Data under study:
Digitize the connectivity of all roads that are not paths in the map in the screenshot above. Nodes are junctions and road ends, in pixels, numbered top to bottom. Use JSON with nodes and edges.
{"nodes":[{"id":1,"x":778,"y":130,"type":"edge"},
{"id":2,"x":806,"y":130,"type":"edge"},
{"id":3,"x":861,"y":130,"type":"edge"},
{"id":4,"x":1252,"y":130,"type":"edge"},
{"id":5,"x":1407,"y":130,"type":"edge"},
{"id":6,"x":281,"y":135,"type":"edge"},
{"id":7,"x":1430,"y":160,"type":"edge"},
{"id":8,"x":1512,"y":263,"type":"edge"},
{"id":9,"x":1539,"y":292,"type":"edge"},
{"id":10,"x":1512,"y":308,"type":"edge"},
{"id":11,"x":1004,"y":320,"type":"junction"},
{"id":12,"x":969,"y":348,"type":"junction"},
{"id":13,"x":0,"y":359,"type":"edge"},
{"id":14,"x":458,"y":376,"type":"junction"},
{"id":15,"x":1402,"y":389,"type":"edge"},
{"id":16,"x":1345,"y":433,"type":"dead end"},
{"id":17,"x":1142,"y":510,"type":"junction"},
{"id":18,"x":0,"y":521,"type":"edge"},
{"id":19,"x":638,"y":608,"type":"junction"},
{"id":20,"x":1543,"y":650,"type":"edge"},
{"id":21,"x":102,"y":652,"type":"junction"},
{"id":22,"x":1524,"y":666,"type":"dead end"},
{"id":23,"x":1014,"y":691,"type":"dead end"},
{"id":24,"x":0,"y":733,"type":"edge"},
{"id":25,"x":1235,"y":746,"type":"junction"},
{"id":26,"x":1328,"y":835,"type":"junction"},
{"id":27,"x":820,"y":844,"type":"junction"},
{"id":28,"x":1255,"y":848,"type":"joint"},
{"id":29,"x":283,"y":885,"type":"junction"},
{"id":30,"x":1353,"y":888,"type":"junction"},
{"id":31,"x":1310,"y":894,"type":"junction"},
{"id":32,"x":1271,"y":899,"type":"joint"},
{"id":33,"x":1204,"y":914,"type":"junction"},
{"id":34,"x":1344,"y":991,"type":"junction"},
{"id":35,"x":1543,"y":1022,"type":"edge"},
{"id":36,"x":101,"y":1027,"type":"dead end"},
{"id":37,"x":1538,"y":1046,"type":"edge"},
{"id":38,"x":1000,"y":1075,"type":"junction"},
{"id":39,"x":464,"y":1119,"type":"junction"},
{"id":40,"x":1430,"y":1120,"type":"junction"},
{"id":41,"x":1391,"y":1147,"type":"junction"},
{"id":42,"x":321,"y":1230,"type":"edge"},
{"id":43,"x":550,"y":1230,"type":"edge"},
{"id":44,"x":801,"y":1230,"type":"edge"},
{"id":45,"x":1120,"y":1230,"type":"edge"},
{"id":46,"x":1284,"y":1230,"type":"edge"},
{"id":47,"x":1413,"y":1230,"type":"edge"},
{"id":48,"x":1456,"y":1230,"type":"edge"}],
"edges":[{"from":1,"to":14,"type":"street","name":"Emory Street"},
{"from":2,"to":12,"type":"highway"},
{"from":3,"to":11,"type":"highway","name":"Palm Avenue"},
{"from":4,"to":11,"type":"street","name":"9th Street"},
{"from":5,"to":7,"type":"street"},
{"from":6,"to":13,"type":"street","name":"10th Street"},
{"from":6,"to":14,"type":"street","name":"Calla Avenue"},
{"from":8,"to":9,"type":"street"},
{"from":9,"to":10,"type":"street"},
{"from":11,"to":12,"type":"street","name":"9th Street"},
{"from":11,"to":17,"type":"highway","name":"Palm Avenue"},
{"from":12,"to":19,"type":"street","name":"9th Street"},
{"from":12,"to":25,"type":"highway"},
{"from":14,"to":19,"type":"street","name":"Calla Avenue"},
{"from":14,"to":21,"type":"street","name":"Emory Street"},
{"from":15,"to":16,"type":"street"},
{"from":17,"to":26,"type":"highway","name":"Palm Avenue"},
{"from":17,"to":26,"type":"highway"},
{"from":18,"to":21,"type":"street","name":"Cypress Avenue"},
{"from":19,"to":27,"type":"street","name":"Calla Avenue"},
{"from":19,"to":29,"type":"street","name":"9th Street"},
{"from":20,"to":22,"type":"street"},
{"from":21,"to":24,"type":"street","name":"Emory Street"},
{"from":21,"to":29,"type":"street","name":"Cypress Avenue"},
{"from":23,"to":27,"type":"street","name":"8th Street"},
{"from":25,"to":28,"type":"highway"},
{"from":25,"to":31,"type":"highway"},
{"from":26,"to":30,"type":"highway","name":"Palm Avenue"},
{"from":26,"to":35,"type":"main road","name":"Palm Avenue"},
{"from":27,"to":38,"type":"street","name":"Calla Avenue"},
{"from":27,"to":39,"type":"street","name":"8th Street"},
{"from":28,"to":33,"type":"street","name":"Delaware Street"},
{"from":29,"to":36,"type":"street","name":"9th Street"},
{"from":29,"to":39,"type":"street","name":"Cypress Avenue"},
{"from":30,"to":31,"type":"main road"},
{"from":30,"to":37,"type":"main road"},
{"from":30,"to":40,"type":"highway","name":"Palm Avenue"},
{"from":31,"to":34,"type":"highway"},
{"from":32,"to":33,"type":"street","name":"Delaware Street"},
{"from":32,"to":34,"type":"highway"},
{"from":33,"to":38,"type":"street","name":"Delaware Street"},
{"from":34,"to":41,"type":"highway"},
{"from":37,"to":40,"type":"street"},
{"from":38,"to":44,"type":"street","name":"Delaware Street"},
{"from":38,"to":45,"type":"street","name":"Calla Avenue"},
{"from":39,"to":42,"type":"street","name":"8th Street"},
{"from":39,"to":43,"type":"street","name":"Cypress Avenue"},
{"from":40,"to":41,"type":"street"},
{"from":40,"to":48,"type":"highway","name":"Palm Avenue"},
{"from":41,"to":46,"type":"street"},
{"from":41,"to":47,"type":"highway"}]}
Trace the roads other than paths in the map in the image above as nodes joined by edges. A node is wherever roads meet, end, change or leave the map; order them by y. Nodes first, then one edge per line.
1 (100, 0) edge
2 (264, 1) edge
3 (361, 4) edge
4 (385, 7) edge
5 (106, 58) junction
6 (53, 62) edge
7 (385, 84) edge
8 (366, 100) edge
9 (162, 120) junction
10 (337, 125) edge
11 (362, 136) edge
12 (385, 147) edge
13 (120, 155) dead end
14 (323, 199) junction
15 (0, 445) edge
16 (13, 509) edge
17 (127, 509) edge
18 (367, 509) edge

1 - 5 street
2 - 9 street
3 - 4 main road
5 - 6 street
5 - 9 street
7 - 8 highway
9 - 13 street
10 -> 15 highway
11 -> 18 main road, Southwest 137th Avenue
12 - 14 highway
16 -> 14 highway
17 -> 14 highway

Problem to work on:
Give back every entry above, complete and exact.

Task answer:
Digitize the connectivity of all roads that are not paths in the map in the screenshot above. Nodes are junctions and road ends, in pixels, numbered top to bottom. Use JSON with nodes and edges.
{"nodes":[{"id":1,"x":778,"y":130,"type":"edge"},
{"id":2,"x":806,"y":130,"type":"edge"},
{"id":3,"x":861,"y":130,"type":"edge"},
{"id":4,"x":1252,"y":130,"type":"edge"},
{"id":5,"x":1407,"y":130,"type":"edge"},
{"id":6,"x":281,"y":135,"type":"edge"},
{"id":7,"x":1430,"y":160,"type":"edge"},
{"id":8,"x":1512,"y":263,"type":"edge"},
{"id":9,"x":1539,"y":292,"type":"edge"},
{"id":10,"x":1512,"y":308,"type":"edge"},
{"id":11,"x":1004,"y":320,"type":"junction"},
{"id":12,"x":969,"y":348,"type":"junction"},
{"id":13,"x":0,"y":359,"type":"edge"},
{"id":14,"x":458,"y":376,"type":"junction"},
{"id":15,"x":1402,"y":389,"type":"edge"},
{"id":16,"x":1345,"y":433,"type":"dead end"},
{"id":17,"x":1142,"y":510,"type":"junction"},
{"id":18,"x":0,"y":521,"type":"edge"},
{"id":19,"x":638,"y":608,"type":"junction"},
{"id":20,"x":1543,"y":650,"type":"edge"},
{"id":21,"x":102,"y":652,"type":"junction"},
{"id":22,"x":1524,"y":666,"type":"dead end"},
{"id":23,"x":1014,"y":691,"type":"dead end"},
{"id":24,"x":0,"y":733,"type":"edge"},
{"id":25,"x":1235,"y":746,"type":"junction"},
{"id":26,"x":1328,"y":835,"type":"junction"},
{"id":27,"x":820,"y":844,"type":"junction"},
{"id":28,"x":1255,"y":848,"type":"joint"},
{"id":29,"x":283,"y":885,"type":"junction"},
{"id":30,"x":1353,"y":888,"type":"junction"},
{"id":31,"x":1310,"y":894,"type":"junction"},
{"id":32,"x":1271,"y":899,"type":"joint"},
{"id":33,"x":1204,"y":914,"type":"junction"},
{"id":34,"x":1344,"y":991,"type":"junction"},
{"id":35,"x":1543,"y":1022,"type":"edge"},
{"id":36,"x":101,"y":1027,"type":"dead end"},
{"id":37,"x":1538,"y":1046,"type":"edge"},
{"id":38,"x":1000,"y":1075,"type":"junction"},
{"id":39,"x":464,"y":1119,"type":"junction"},
{"id":40,"x":1430,"y":1120,"type":"junction"},
{"id":41,"x":1391,"y":1147,"type":"junction"},
{"id":42,"x":321,"y":1230,"type":"edge"},
{"id":43,"x":550,"y":1230,"type":"edge"},
{"id":44,"x":801,"y":1230,"type":"edge"},
{"id":45,"x":1120,"y":1230,"type":"edge"},
{"id":46,"x":1284,"y":1230,"type":"edge"},
{"id":47,"x":1413,"y":1230,"type":"edge"},
{"id":48,"x":1456,"y":1230,"type":"edge"}],
"edges":[{"from":1,"to":14,"type":"street","name":"Emory Street"},
{"from":2,"to":12,"type":"highway"},
{"from":3,"to":11,"type":"highway","name":"Palm Avenue"},
{"from":4,"to":11,"type":"street","name":"9th Street"},
{"from":5,"to":7,"type":"street"},
{"from":6,"to":13,"type":"street","name":"10th Street"},
{"from":6,"to":14,"type":"street","name":"Calla Avenue"},
{"from":8,"to":9,"type":"street"},
{"from":9,"to":10,"type":"street"},
{"from":11,"to":12,"type":"street","name":"9th Street"},
{"from":11,"to":17,"type":"highway","name":"Palm Avenue"},
{"from":12,"to":19,"type":"street","name":"9th Street"},
{"from":12,"to":25,"type":"highway"},
{"from":14,"to":19,"type":"street","name":"Calla Avenue"},
{"from":14,"to":21,"type":"street","name":"Emory Street"},
{"from":15,"to":16,"type":"street"},
{"from":17,"to":26,"type":"highway","name":"Palm Avenue"},
{"from":17,"to":26,"type":"highway"},
{"from":18,"to":21,"type":"street","name":"Cypress Avenue"},
{"from":19,"to":27,"type":"street","name":"Calla Avenue"},
{"from":19,"to":29,"type":"street","name":"9th Street"},
{"from":20,"to":22,"type":"street"},
{"from":21,"to":24,"type":"street","name":"Emory Street"},
{"from":21,"to":29,"type":"street","name":"Cypress Avenue"},
{"from":23,"to":27,"type":"street","name":"8th Street"},
{"from":25,"to":28,"type":"highway"},
{"from":25,"to":31,"type":"highway"},
{"from":26,"to":30,"type":"highway","name":"Palm Avenue"},
{"from":26,"to":35,"type":"main road","name":"Palm Avenue"},
{"from":27,"to":38,"type":"street","name":"Calla Avenue"},
{"from":27,"to":39,"type":"street","name":"8th Street"},
{"from":28,"to":33,"type":"street","name":"Delaware Street"},
{"from":29,"to":36,"type":"street","name":"9th Street"},
{"from":29,"to":39,"type":"street","name":"Cypress Avenue"},
{"from":30,"to":31,"type":"main road"},
{"from":30,"to":37,"type":"main road"},
{"from":30,"to":40,"type":"highway","name":"Palm Avenue"},
{"from":31,"to":34,"type":"highway"},
{"from":32,"to":33,"type":"street","name":"Delaware Street"},
{"from":32,"to":34,"type":"highway"},
{"from":33,"to":38,"type":"street","name":"Delaware Street"},
{"from":34,"to":41,"type":"highway"},
{"from":37,"to":40,"type":"street"},
{"from":38,"to":44,"type":"street","name":"Delaware Street"},
{"from":38,"to":45,"type":"street","name":"Calla Avenue"},
{"from":39,"to":42,"type":"street","name":"8th Street"},
{"from":39,"to":43,"type":"street","name":"Cypress Avenue"},
{"from":40,"to":41,"type":"street"},
{"from":40,"to":48,"type":"highway","name":"Palm Avenue"},
{"from":41,"to":46,"type":"street"},
{"from":41,"to":47,"type":"highway"}]}
Trace the roads other than paths in the map in the image above as nodes joined by edges. A node is wherever roads meet, end, change or leave the map; order them by y. Nodes first, then one edge per line.
1 (100, 0) edge
2 (264, 1) edge
3 (361, 4) edge
4 (385, 7) edge
5 (106, 58) junction
6 (53, 62) edge
7 (385, 84) edge
8 (366, 100) edge
9 (162, 120) junction
10 (337, 125) edge
11 (362, 136) edge
12 (385, 147) edge
13 (120, 155) dead end
14 (323, 199) junction
15 (0, 445) edge
16 (13, 509) edge
17 (127, 509) edge
18 (367, 509) edge

1 - 5 street
2 - 9 street
3 - 4 main road
5 - 6 street
5 - 9 street
7 - 8 highway
9 - 13 street
10 -> 15 highway
11 -> 18 main road, Southwest 137th Avenue
12 - 14 highway
16 -> 14 highway
17 -> 14 highway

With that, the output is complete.